(Given data begins)

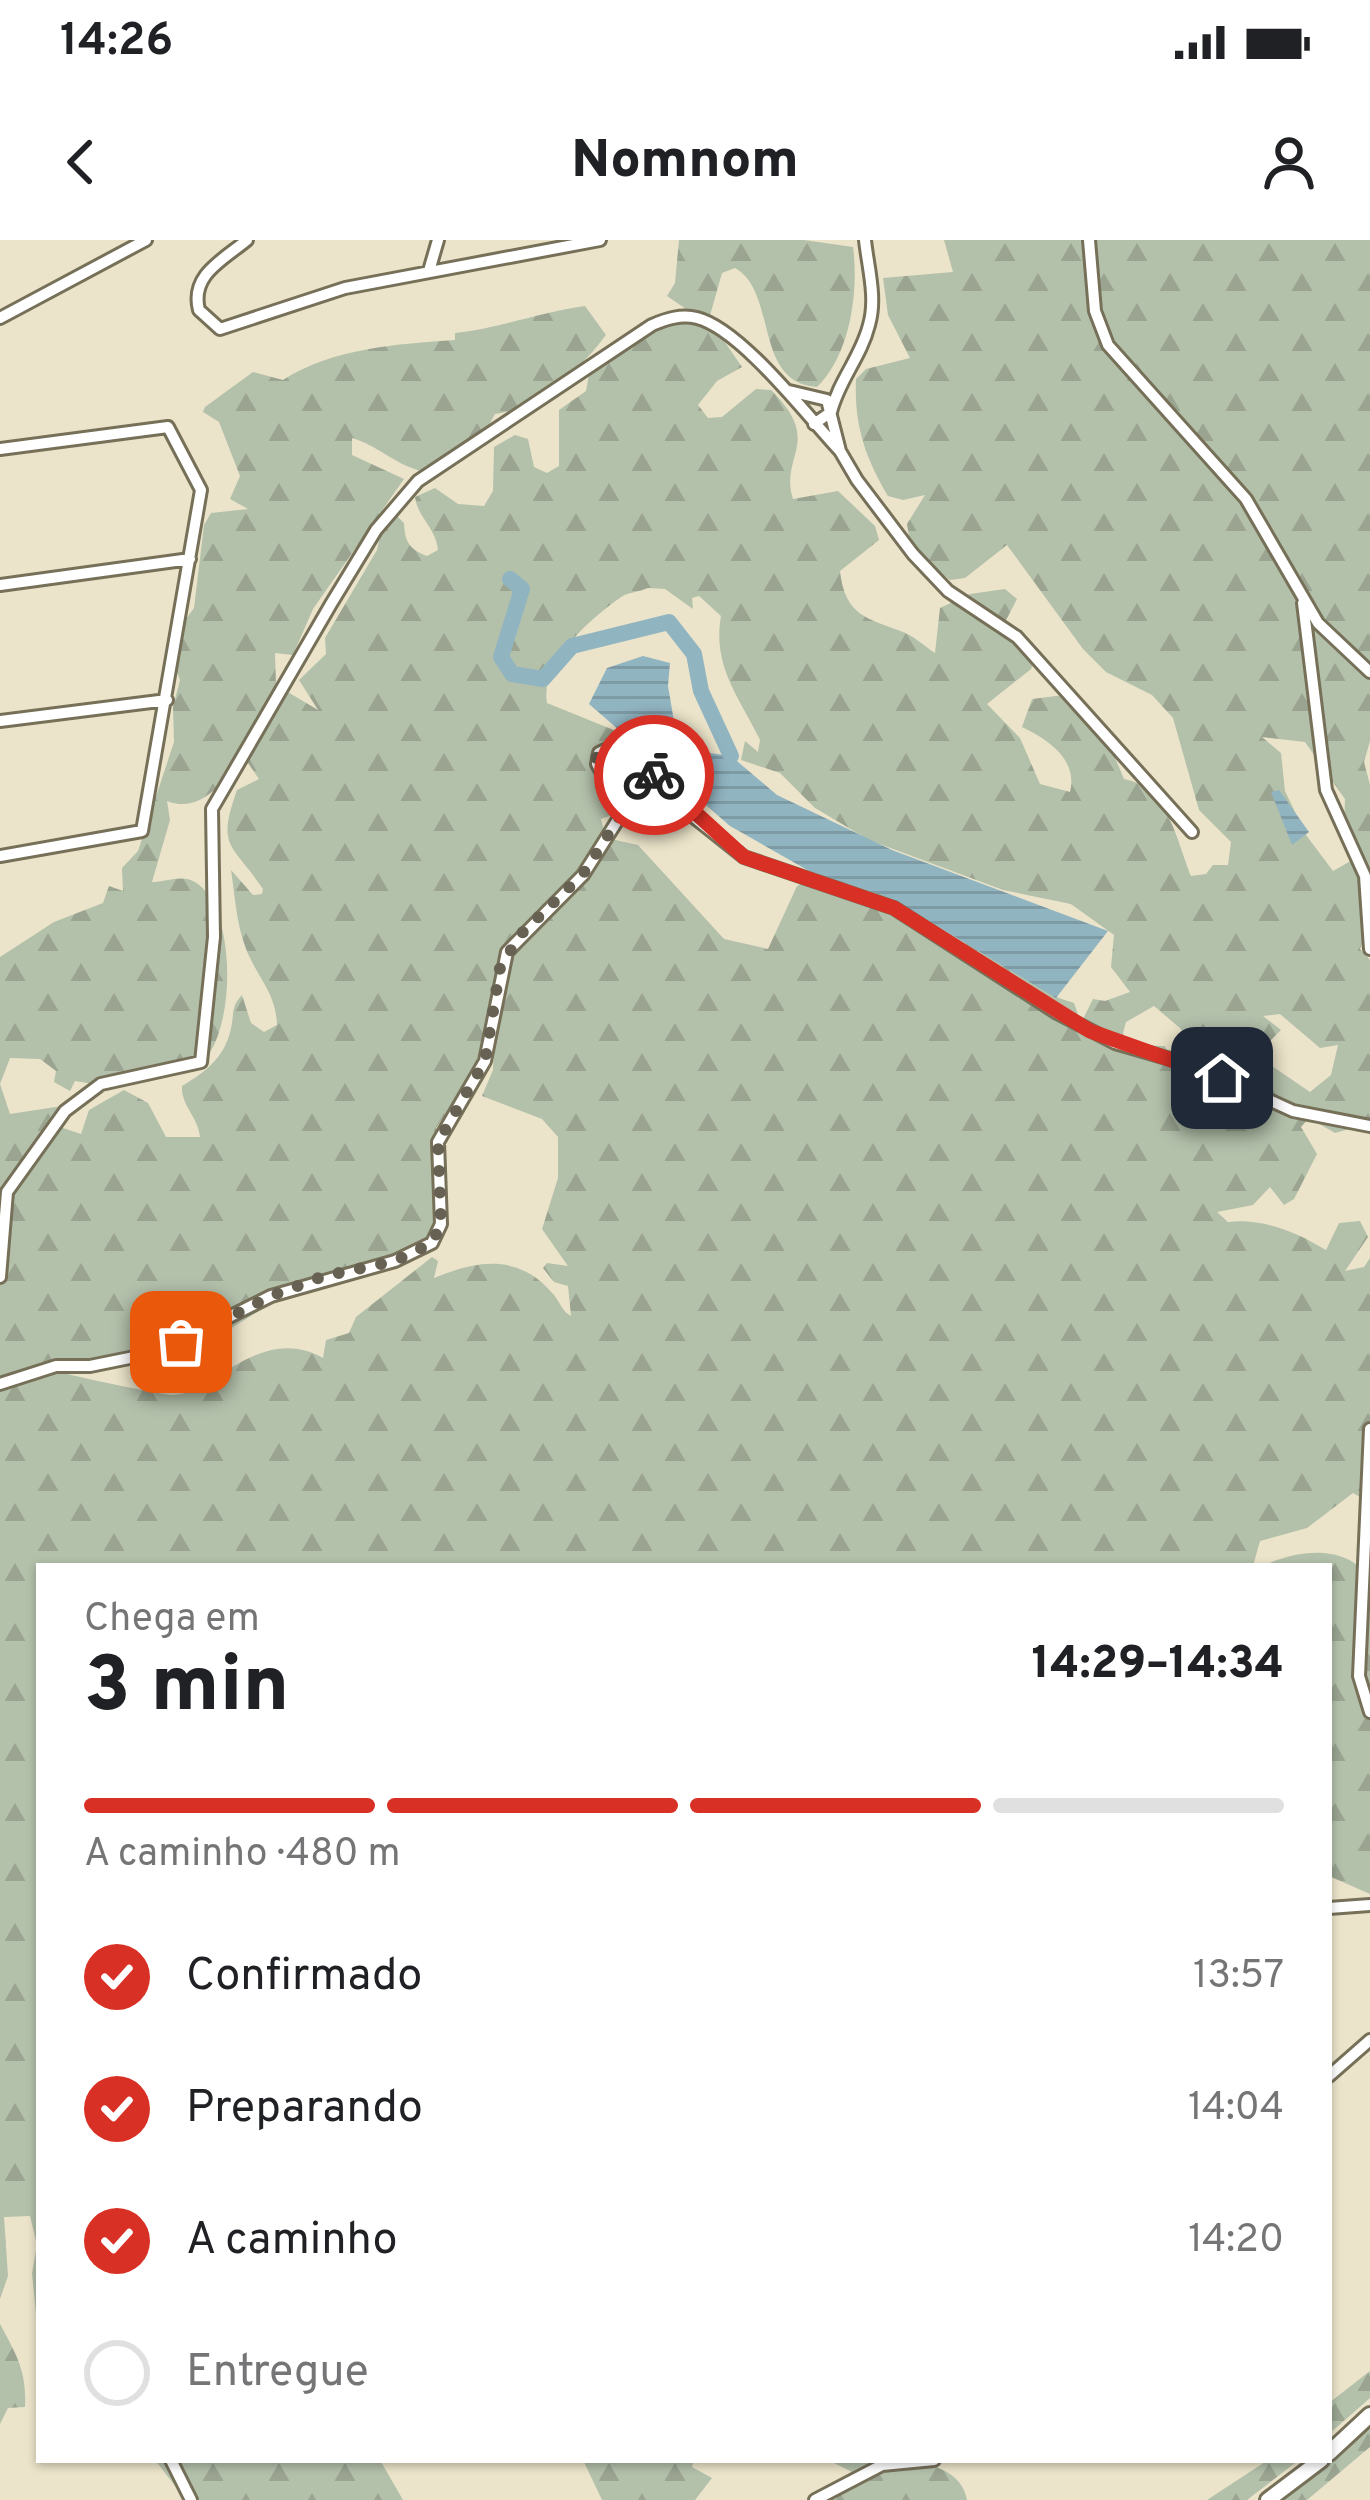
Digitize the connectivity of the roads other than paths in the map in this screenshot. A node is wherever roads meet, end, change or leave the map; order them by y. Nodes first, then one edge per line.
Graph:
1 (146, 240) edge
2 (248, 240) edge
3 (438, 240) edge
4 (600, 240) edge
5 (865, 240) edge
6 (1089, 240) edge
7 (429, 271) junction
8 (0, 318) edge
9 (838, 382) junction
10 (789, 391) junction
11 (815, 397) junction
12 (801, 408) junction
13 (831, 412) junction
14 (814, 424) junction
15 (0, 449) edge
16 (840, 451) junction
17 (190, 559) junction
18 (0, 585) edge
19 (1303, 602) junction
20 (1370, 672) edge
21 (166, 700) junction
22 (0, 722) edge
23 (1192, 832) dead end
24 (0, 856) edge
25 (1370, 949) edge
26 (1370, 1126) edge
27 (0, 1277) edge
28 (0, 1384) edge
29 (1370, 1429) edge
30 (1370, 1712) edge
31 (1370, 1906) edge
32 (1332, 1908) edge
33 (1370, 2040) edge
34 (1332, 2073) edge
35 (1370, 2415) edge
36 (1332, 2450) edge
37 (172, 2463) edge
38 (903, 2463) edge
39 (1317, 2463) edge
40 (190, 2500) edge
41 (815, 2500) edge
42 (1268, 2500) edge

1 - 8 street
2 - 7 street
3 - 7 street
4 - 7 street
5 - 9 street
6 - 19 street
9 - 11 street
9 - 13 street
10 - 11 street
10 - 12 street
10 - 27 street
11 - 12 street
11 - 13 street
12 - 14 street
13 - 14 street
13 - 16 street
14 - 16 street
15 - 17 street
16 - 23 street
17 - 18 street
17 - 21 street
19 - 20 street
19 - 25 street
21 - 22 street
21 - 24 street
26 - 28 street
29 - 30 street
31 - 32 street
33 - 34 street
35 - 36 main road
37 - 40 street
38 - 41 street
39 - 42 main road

(Given data ends)

● **Exercise instructions**
Show the lines of the material that contain the word "junction".

● **Output**
7 (429, 271) junction
9 (838, 382) junction
10 (789, 391) junction
11 (815, 397) junction
12 (801, 408) junction
13 (831, 412) junction
14 (814, 424) junction
16 (840, 451) junction
17 (190, 559) junction
19 (1303, 602) junction
21 (166, 700) junction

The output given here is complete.